YOUR GOAL: Look through the material below. Copy every line with the string "their" in it.

PROVIDED INFORMATION:
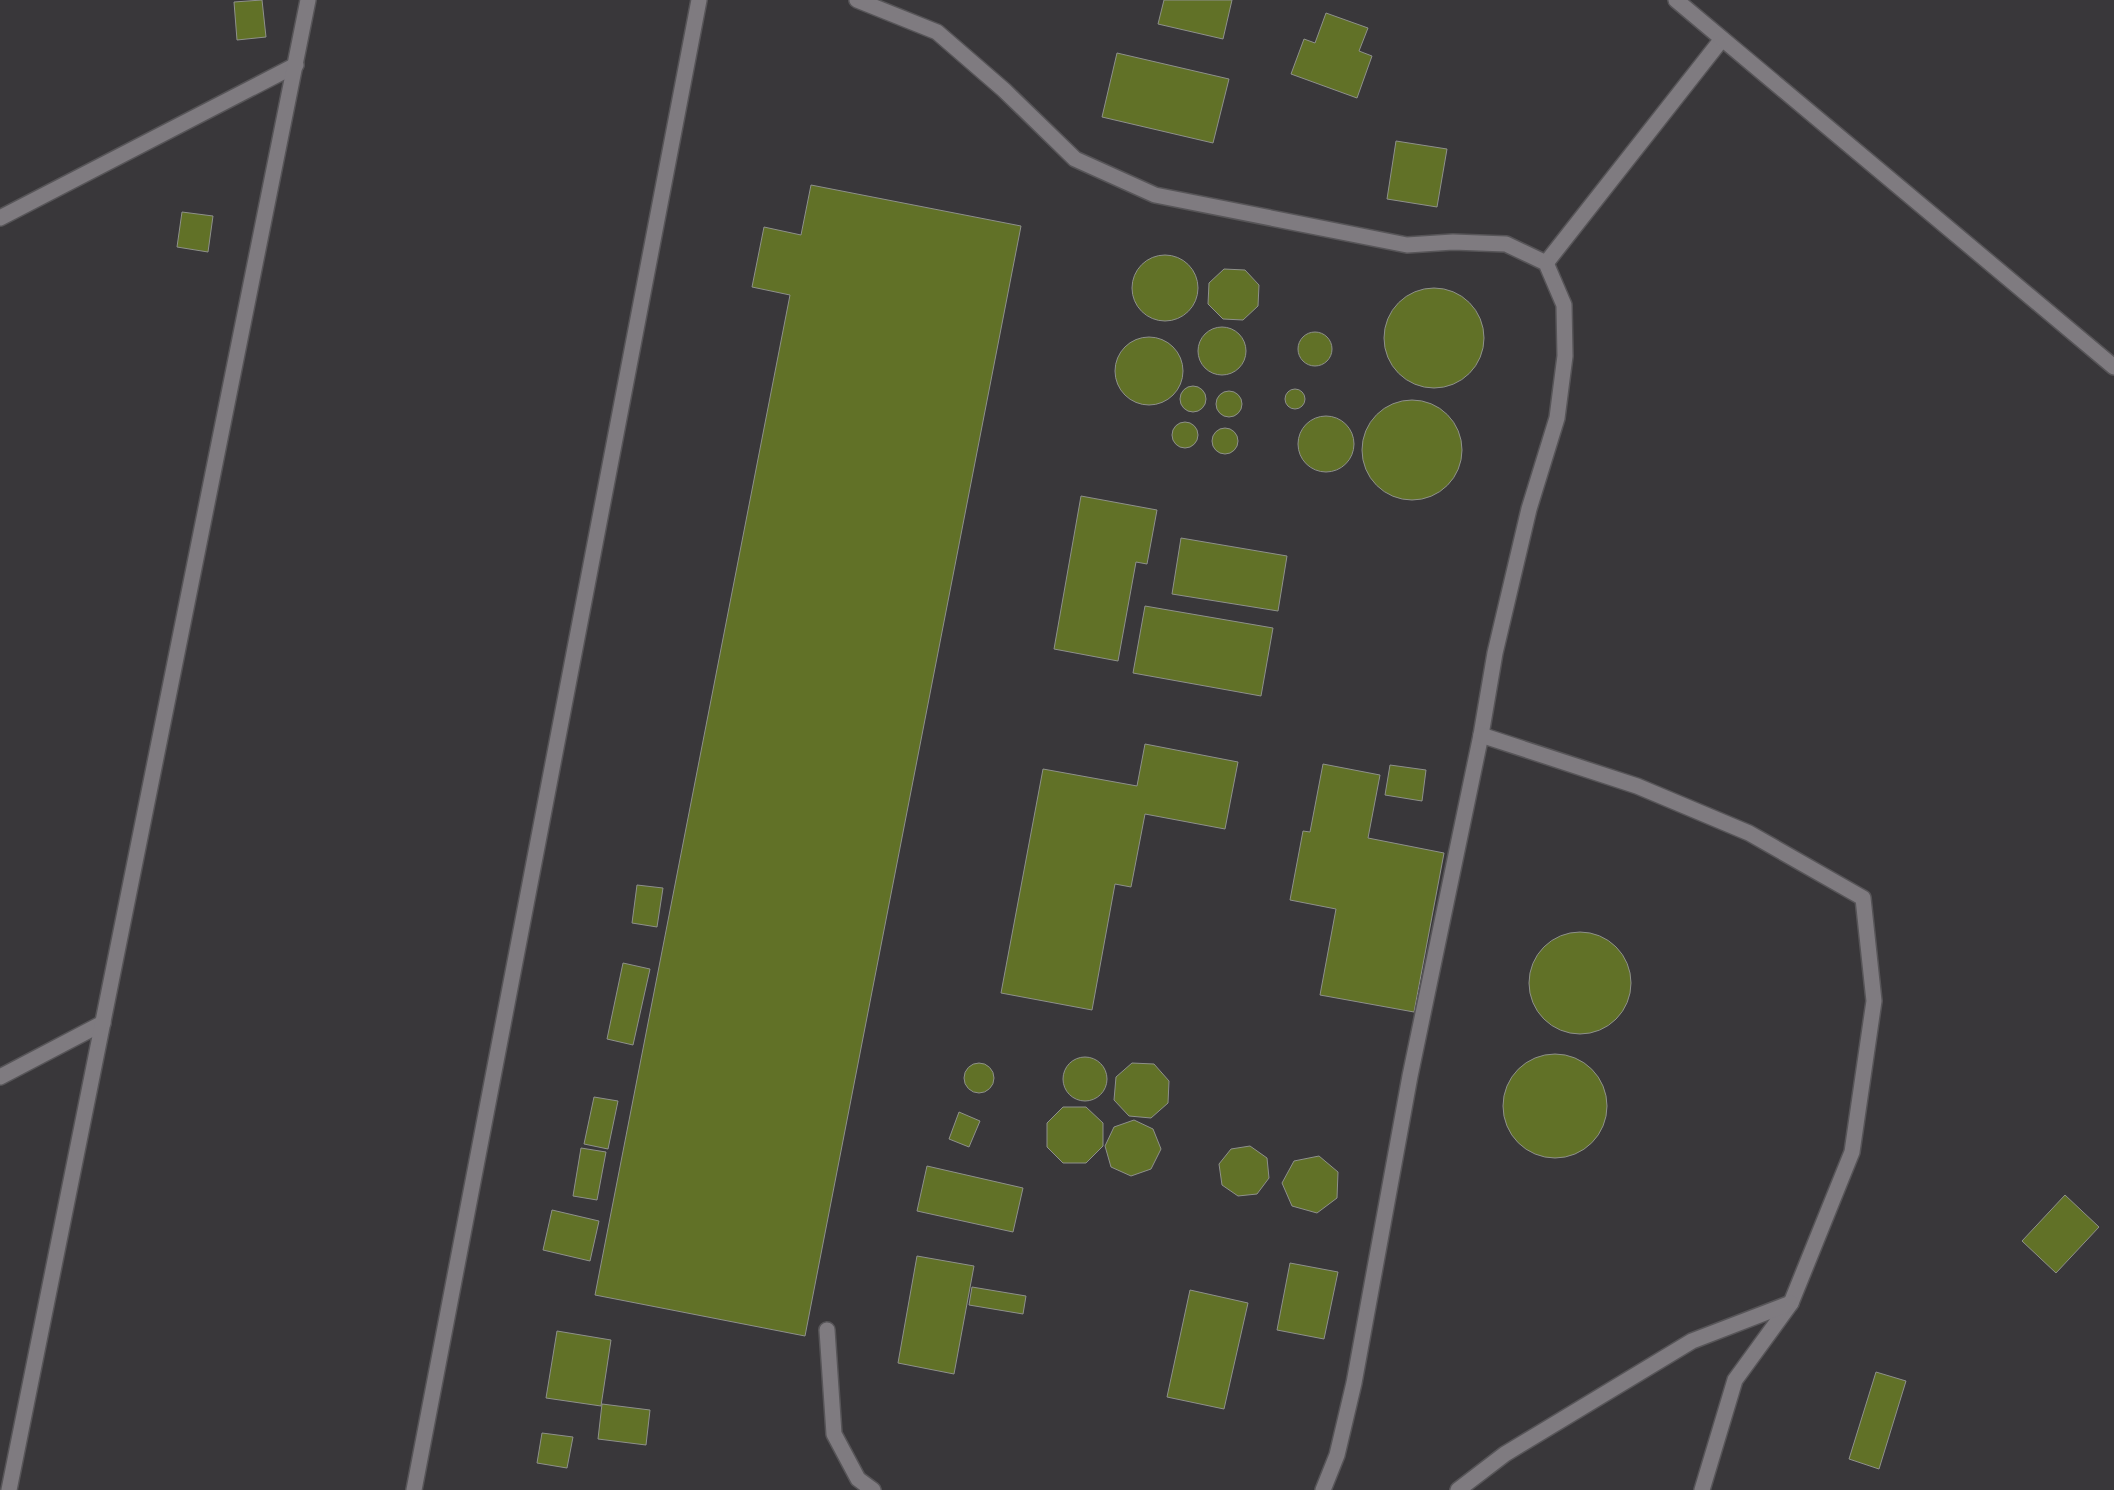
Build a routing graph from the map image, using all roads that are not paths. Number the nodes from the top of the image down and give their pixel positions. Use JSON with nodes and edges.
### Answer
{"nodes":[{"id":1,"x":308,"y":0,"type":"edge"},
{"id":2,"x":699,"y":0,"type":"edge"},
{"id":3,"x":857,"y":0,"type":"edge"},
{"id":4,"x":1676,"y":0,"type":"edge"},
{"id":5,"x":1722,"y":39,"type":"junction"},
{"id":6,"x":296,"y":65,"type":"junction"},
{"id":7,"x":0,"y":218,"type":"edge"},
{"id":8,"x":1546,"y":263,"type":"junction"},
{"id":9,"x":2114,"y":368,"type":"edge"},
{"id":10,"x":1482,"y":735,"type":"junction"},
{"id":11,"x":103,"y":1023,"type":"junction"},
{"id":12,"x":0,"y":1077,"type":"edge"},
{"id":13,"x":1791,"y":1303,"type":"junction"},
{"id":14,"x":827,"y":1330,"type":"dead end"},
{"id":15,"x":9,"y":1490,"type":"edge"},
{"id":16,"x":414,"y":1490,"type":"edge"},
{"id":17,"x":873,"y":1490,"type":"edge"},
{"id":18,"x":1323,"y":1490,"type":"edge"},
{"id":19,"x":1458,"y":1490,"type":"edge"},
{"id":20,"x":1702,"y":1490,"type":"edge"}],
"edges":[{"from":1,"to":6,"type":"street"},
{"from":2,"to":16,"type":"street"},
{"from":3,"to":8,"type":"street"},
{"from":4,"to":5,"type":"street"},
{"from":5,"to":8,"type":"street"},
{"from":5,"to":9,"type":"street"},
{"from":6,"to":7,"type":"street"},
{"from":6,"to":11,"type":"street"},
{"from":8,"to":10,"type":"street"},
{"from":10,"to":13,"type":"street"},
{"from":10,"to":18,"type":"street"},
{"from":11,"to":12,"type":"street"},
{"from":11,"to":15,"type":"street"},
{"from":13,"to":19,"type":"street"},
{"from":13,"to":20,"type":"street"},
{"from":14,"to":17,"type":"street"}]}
...
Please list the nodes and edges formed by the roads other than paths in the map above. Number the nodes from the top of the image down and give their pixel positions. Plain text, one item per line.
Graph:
...
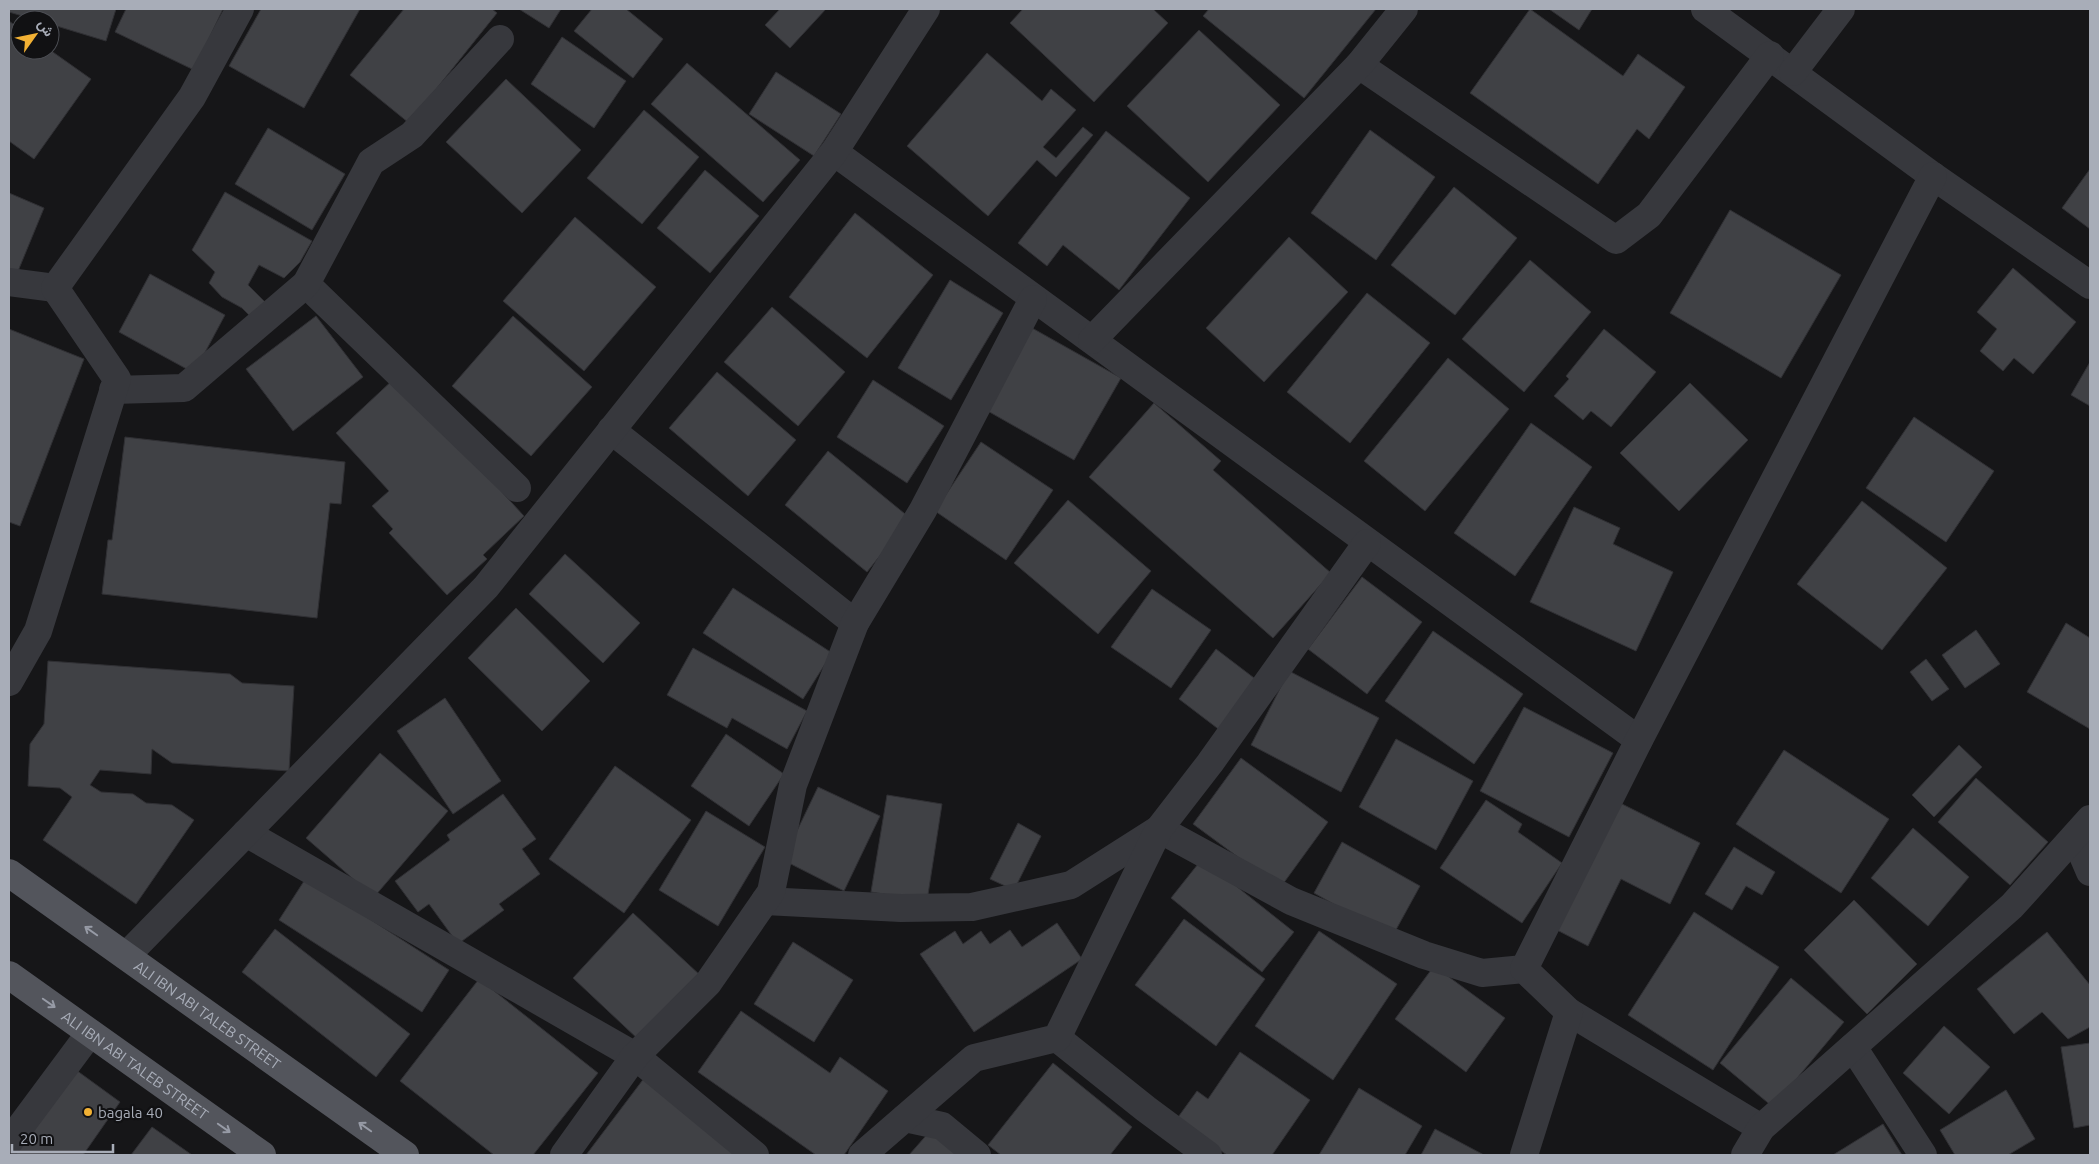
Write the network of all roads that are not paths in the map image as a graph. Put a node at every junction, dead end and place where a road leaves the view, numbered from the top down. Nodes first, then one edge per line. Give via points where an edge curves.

WRITTEN ANSWER:
Build a routing graph from the map image, using all roads that are not paths. Number the nodes from the top of the image down and give their pixel positions. Use JSON with nodes and edges.
Please list the nodes and edges formed by the roads other than paths in the map above. Number the nodes from the top of the image down and give their pixel positions. Plain text, one item per line.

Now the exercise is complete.